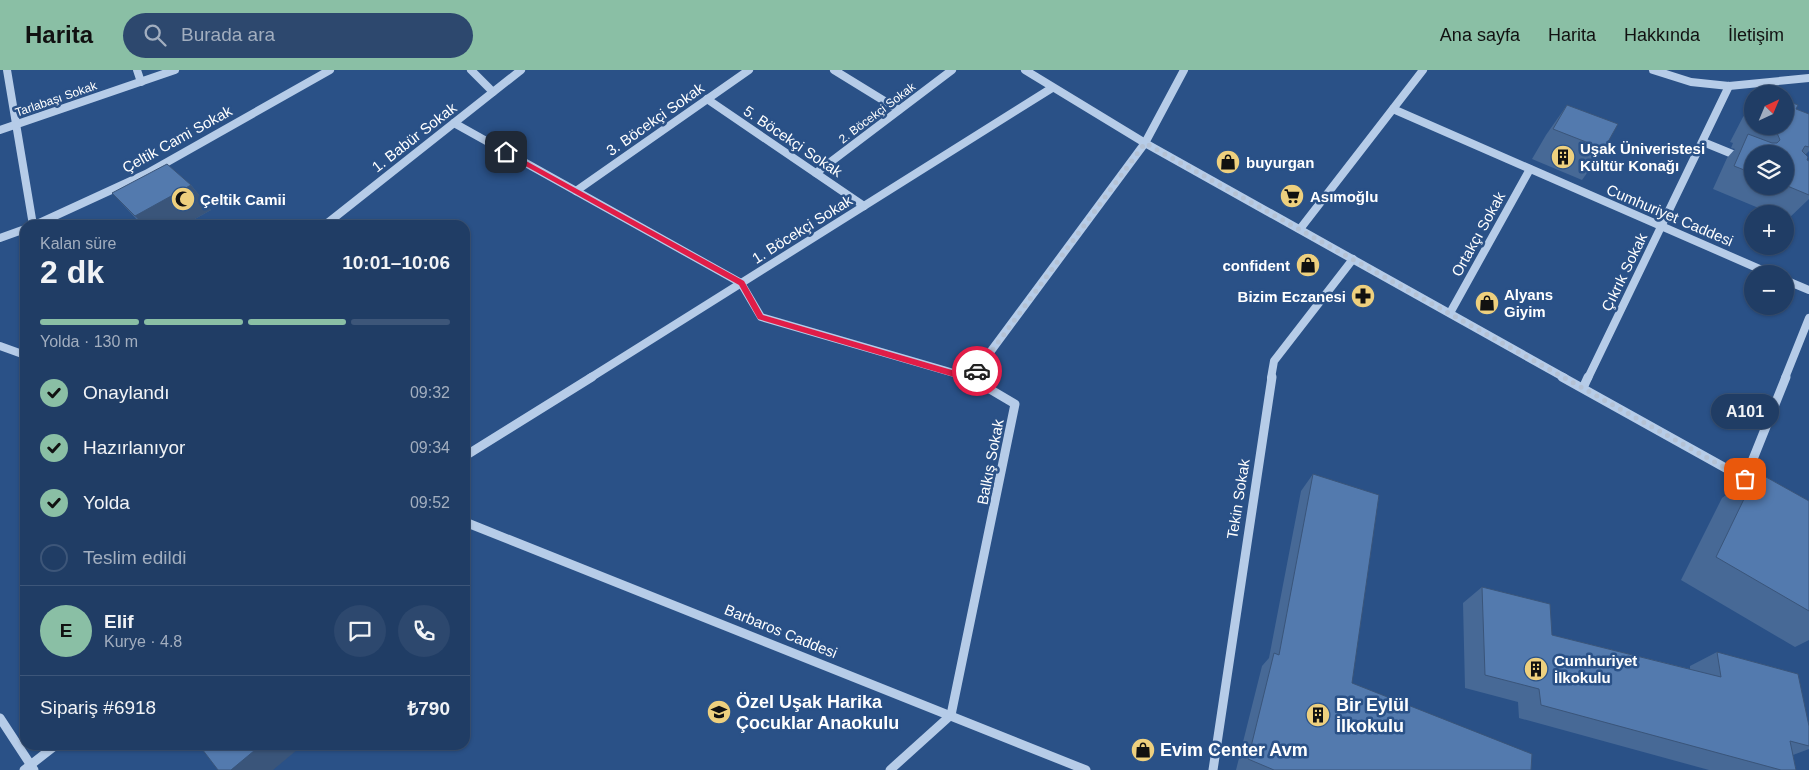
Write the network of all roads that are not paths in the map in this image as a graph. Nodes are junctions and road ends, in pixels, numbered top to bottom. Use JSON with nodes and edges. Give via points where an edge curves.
{"nodes":[{"id":1,"x":7,"y":70,"type":"edge"},
{"id":2,"x":137,"y":70,"type":"edge"},
{"id":3,"x":175,"y":70,"type":"edge"},
{"id":4,"x":330,"y":70,"type":"edge"},
{"id":5,"x":471,"y":70,"type":"edge"},
{"id":6,"x":521,"y":70,"type":"edge"},
{"id":7,"x":749,"y":70,"type":"edge"},
{"id":8,"x":834,"y":70,"type":"edge"},
{"id":9,"x":952,"y":70,"type":"edge"},
{"id":10,"x":1025,"y":70,"type":"edge"},
{"id":11,"x":1184,"y":70,"type":"edge"},
{"id":12,"x":1422,"y":70,"type":"edge"},
{"id":13,"x":1653,"y":70,"type":"edge"},
{"id":14,"x":1809,"y":78,"type":"edge"},
{"id":15,"x":141,"y":82,"type":"junction"},
{"id":16,"x":1730,"y":86,"type":"junction"},
{"id":17,"x":1052,"y":88,"type":"junction"},
{"id":18,"x":493,"y":92,"type":"junction"},
{"id":19,"x":707,"y":100,"type":"junction"},
{"id":20,"x":1393,"y":109,"type":"junction"},
{"id":21,"x":899,"y":110,"type":"junction"},
{"id":22,"x":454,"y":123,"type":"junction"},
{"id":23,"x":16,"y":124,"type":"junction"},
{"id":24,"x":0,"y":130,"type":"edge"},
{"id":25,"x":1702,"y":142,"type":"junction"},
{"id":26,"x":1145,"y":143,"type":"junction"},
{"id":27,"x":1744,"y":159,"type":"edge"},
{"id":28,"x":1530,"y":169,"type":"junction"},
{"id":29,"x":816,"y":173,"type":"junction"},
{"id":30,"x":576,"y":191,"type":"junction"},
{"id":31,"x":864,"y":206,"type":"junction"},
{"id":32,"x":33,"y":220,"type":"edge"},
{"id":33,"x":45,"y":220,"type":"edge"},
{"id":34,"x":331,"y":220,"type":"edge"},
{"id":35,"x":1662,"y":226,"type":"junction"},
{"id":36,"x":1300,"y":229,"type":"junction"},
{"id":37,"x":20,"y":231,"type":"edge"},
{"id":38,"x":0,"y":238,"type":"edge"},
{"id":39,"x":1353,"y":259,"type":"junction"},
{"id":40,"x":1750,"y":265,"type":"edge"},
{"id":41,"x":741,"y":283,"type":"junction"},
{"id":42,"x":1794,"y":284,"type":"edge"},
{"id":43,"x":1809,"y":290,"type":"edge"},
{"id":44,"x":1450,"y":313,"type":"junction"},
{"id":45,"x":1809,"y":318,"type":"edge"},
{"id":46,"x":0,"y":346,"type":"edge"},
{"id":47,"x":20,"y":353,"type":"edge"},
{"id":48,"x":971,"y":378,"type":"junction"},
{"id":49,"x":1583,"y":388,"type":"junction"},
{"id":50,"x":470,"y":453,"type":"edge"},
{"id":51,"x":1745,"y":479,"type":"junction"},
{"id":52,"x":1761,"y":488,"type":"edge"},
{"id":53,"x":470,"y":524,"type":"edge"},
{"id":54,"x":951,"y":715,"type":"junction"},
{"id":55,"x":0,"y":718,"type":"edge"},
{"id":56,"x":50,"y":750,"type":"edge"},
{"id":57,"x":29,"y":768,"type":"edge"},
{"id":58,"x":890,"y":770,"type":"edge"},
{"id":59,"x":1086,"y":770,"type":"edge"},
{"id":60,"x":1213,"y":770,"type":"edge"}],
"edges":[{"from":1,"to":23,"type":"street"},
{"from":2,"to":15,"type":"street"},
{"from":3,"to":15,"type":"street","name":"Tarlabaşı Sokak"},
{"from":4,"to":33,"type":"street","name":"Çeltik Cami Sokak","via":[[146,174]]},
{"from":5,"to":18,"type":"street"},
{"from":6,"to":18,"type":"street","name":"1. Babür Sokak"},
{"from":7,"to":19,"type":"street","name":"3. Böcekçi Sokak"},
{"from":8,"to":21,"type":"street"},
{"from":9,"to":21,"type":"street","name":"2. Böcekçi Sokak"},
{"from":10,"to":17,"type":"street"},
{"from":11,"to":26,"type":"street"},
{"from":12,"to":20,"type":"street"},
{"from":13,"to":16,"type":"street","via":[[1691,82]]},
{"from":14,"to":16,"type":"street"},
{"from":15,"to":23,"type":"street","name":"Tarlabaşı Sokak"},
{"from":16,"to":25,"type":"street","name":"Çıkrık Sokak"},
{"from":17,"to":26,"type":"street"},
{"from":17,"to":31,"type":"street","name":"1. Böcekçi Sokak"},
{"from":18,"to":22,"type":"street","name":"1. Babür Sokak"},
{"from":19,"to":29,"type":"street","name":"5. Böcekçi Sokak"},
{"from":19,"to":30,"type":"street","name":"3. Böcekçi Sokak"},
{"from":20,"to":28,"type":"street","name":"Cumhuriyet Caddesi"},
{"from":20,"to":36,"type":"street"},
{"from":21,"to":29,"type":"street","name":"2. Böcekçi Sokak"},
{"from":22,"to":30,"type":"street"},
{"from":22,"to":34,"type":"street","name":"1. Babür Sokak"},
{"from":23,"to":24,"type":"street","name":"Tarlabaşı Sokak"},
{"from":23,"to":32,"type":"street"},
{"from":25,"to":27,"type":"street"},
{"from":25,"to":35,"type":"street","name":"Çıkrık Sokak"},
{"from":26,"to":36,"type":"street"},
{"from":26,"to":48,"type":"street"},
{"from":28,"to":35,"type":"street","name":"Cumhuriyet Caddesi"},
{"from":28,"to":44,"type":"street","name":"Ortakçı Sokak"},
{"from":29,"to":31,"type":"street","name":"5. Böcekçi Sokak"},
{"from":30,"to":41,"type":"street"},
{"from":31,"to":41,"type":"street","name":"1. Böcekçi Sokak"},
{"from":35,"to":40,"type":"street","name":"Cumhuriyet Caddesi"},
{"from":35,"to":49,"type":"street","name":"Çıkrık Sokak"},
{"from":36,"to":39,"type":"street"},
{"from":37,"to":38,"type":"street"},
{"from":39,"to":44,"type":"street"},
{"from":39,"to":60,"type":"street","name":"Tekin Sokak","via":[[1274,361]]},
{"from":41,"to":48,"type":"street","via":[[761,317]]},
{"from":41,"to":50,"type":"street","name":"1. Böcekçi Sokak"},
{"from":42,"to":43,"type":"street"},
{"from":44,"to":49,"type":"street"},
{"from":45,"to":51,"type":"street"},
{"from":46,"to":47,"type":"street"},
{"from":48,"to":54,"type":"street","name":"Balkış Sokak","via":[[1015,404]]},
{"from":49,"to":51,"type":"street"},
{"from":51,"to":52,"type":"street"},
{"from":53,"to":54,"type":"street","name":"Barbaros Caddesi"},
{"from":54,"to":58,"type":"street"},
{"from":54,"to":59,"type":"street","name":"Barbaros Caddesi"},
{"from":55,"to":57,"type":"street"},
{"from":56,"to":57,"type":"street"}]}
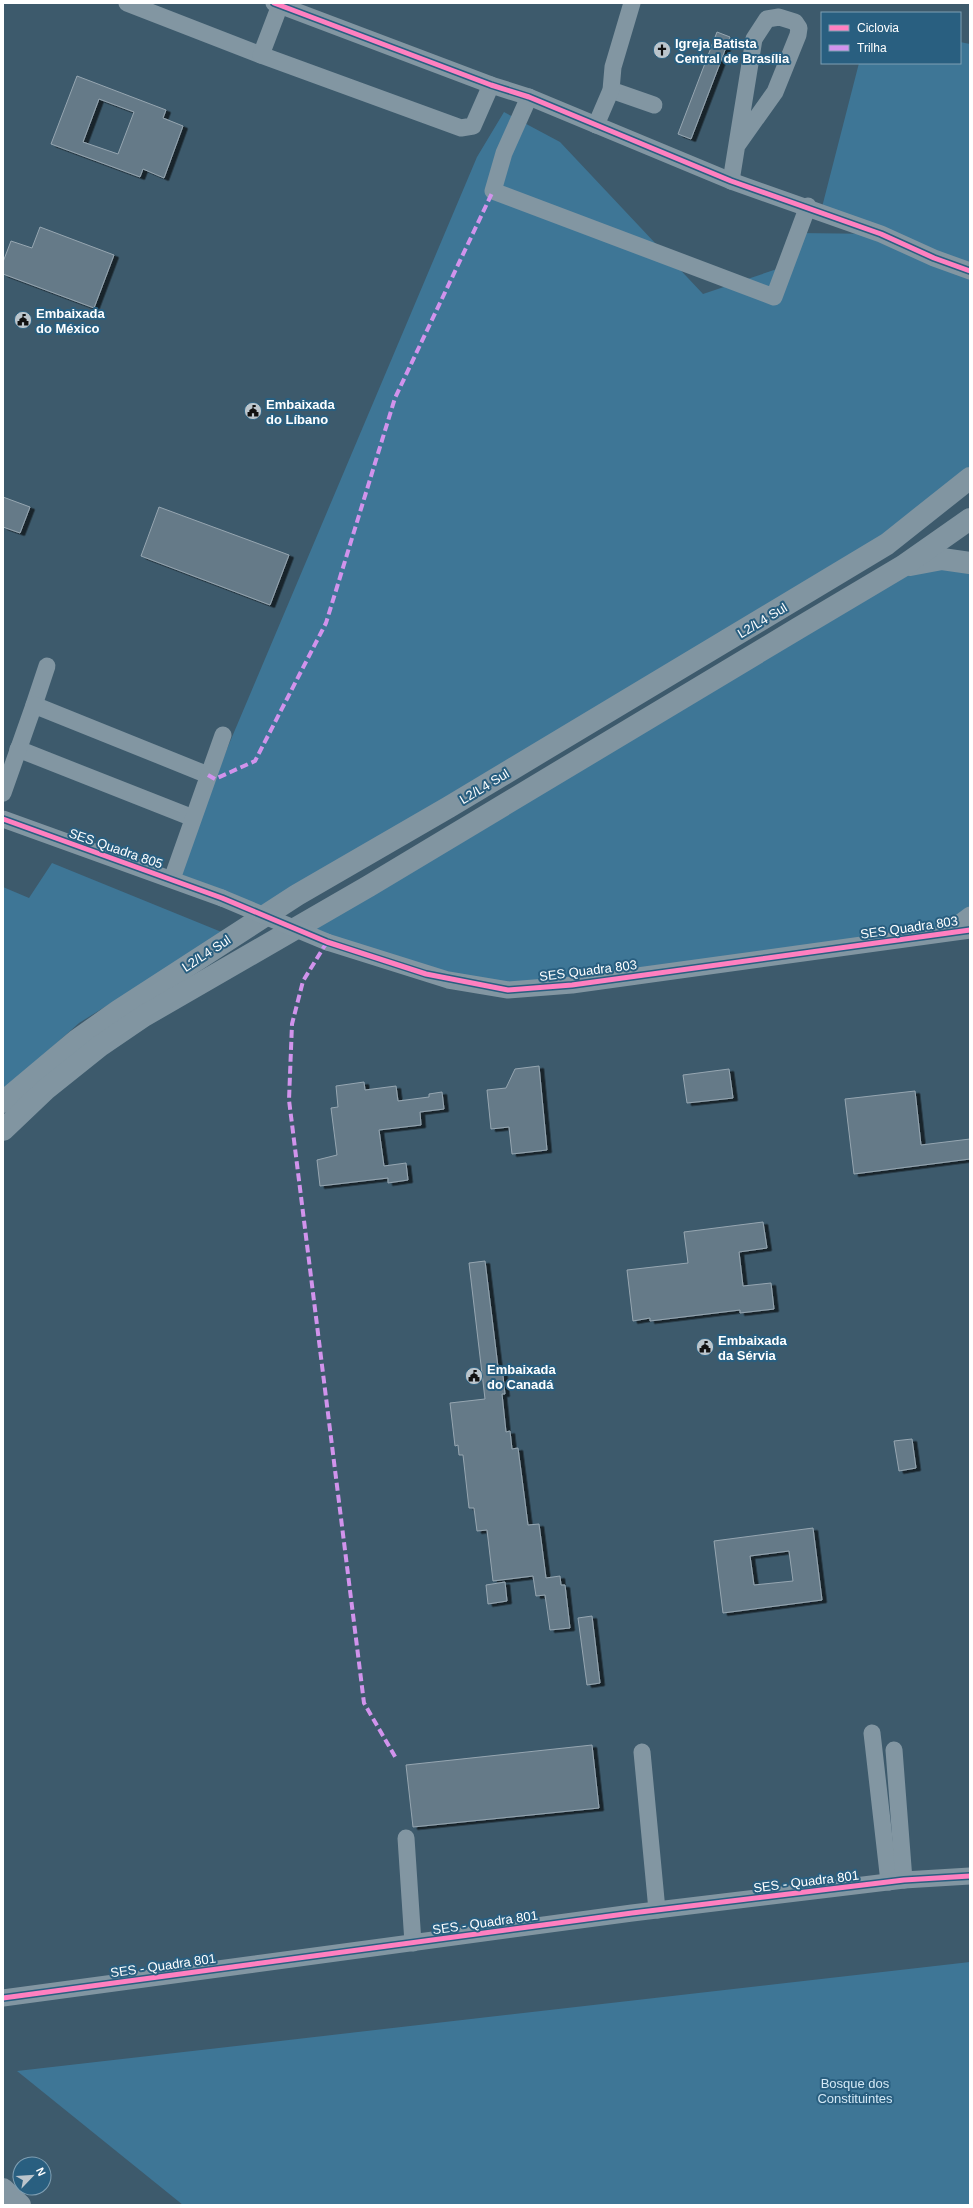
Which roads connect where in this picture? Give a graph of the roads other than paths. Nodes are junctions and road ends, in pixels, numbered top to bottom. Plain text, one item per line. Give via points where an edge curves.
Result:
1 (127, 3) edge
2 (632, 3) edge
3 (277, 4) edge
4 (301, 8) edge
5 (261, 55) junction
6 (491, 85) junction
7 (611, 90) junction
8 (529, 97) junction
9 (654, 105) dead end
10 (596, 125) junction
11 (738, 144) junction
12 (731, 181) junction
13 (808, 206) junction
14 (970, 271) edge
15 (970, 478) edge
16 (970, 519) edge
17 (970, 563) edge
18 (903, 566) junction
19 (47, 666) dead end
20 (34, 705) junction
21 (223, 735) dead end
22 (18, 749) junction
23 (208, 775) junction
24 (3, 793) edge
25 (193, 818) junction
26 (3, 819) edge
27 (172, 879) junction
28 (222, 898) joint
29 (970, 915) edge
30 (970, 930) edge
31 (943, 934) junction
32 (3, 1102) edge
33 (3, 1130) edge
34 (872, 1733) dead end
35 (894, 1750) dead end
36 (642, 1752) dead end
37 (406, 1838) dead end
38 (970, 1876) edge
39 (896, 1881) junction
40 (657, 1910) junction
41 (413, 1942) junction
42 (3, 1998) edge
43 (3, 2189) edge
44 (20, 2205) edge

1 - 5 street
2 - 7 street via 613,67
3 - 4 street
3 - 5 street
4 - 6 street
5 - 6 street via 461,128 473,126
6 - 8 street
7 - 9 street
7 - 10 street
8 - 10 street
8 - 13 street via 504,153 493,191 774,297
10 - 12 street
11 - 11 street via 754,39 767,19 779,17 795,22 799,28 798,35 775,92
11 - 12 street
12 - 13 street
13 - 14 street
15 - 32 main road, L2/L4 Sul via 887,544 449,807 296,895 124,1006 77,1040
16 - 18 main road, L2/L4 Sul
17 - 18 main road via 942,559
18 - 33 main road, L2/L4 Sul via 369,886 144,1016 100,1046 45,1090
19 - 20 street
20 - 22 street
20 - 23 street
21 - 23 street
22 - 24 street
22 - 25 street
23 - 25 street
25 - 27 street
26 - 27 street, SES Quadra 805
27 - 28 street, SES Quadra 805
28 - 31 street, SES Quadra 803, bridge via 327,942 426,974 508,990 572,984
29 - 31 street
30 - 31 street, SES Quadra 803
34 - 39 street
35 - 39 street
36 - 40 street
37 - 41 street
38 - 39 street, SES - Quadra 801
39 - 40 street, SES - Quadra 801
40 - 41 street, SES - Quadra 801
41 - 42 street, SES - Quadra 801
43 - 44 highway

Problem statement
From the entries above, list each line with "where" in it.

Response to this task
Write the network of all roads that are not paths in the map in this image as a graph. Nodes are junctions and road ends, in pixels, numbered top to bottom. Use JSON with nodes and edges. Give via points where an edge curves.
Which roads connect where in this picture? Give a graph of the roads other than paths. Nodes are junctions and road ends, in pixels, numbered top to bottom. Plain text, one item per line. Give via points where an edge curves.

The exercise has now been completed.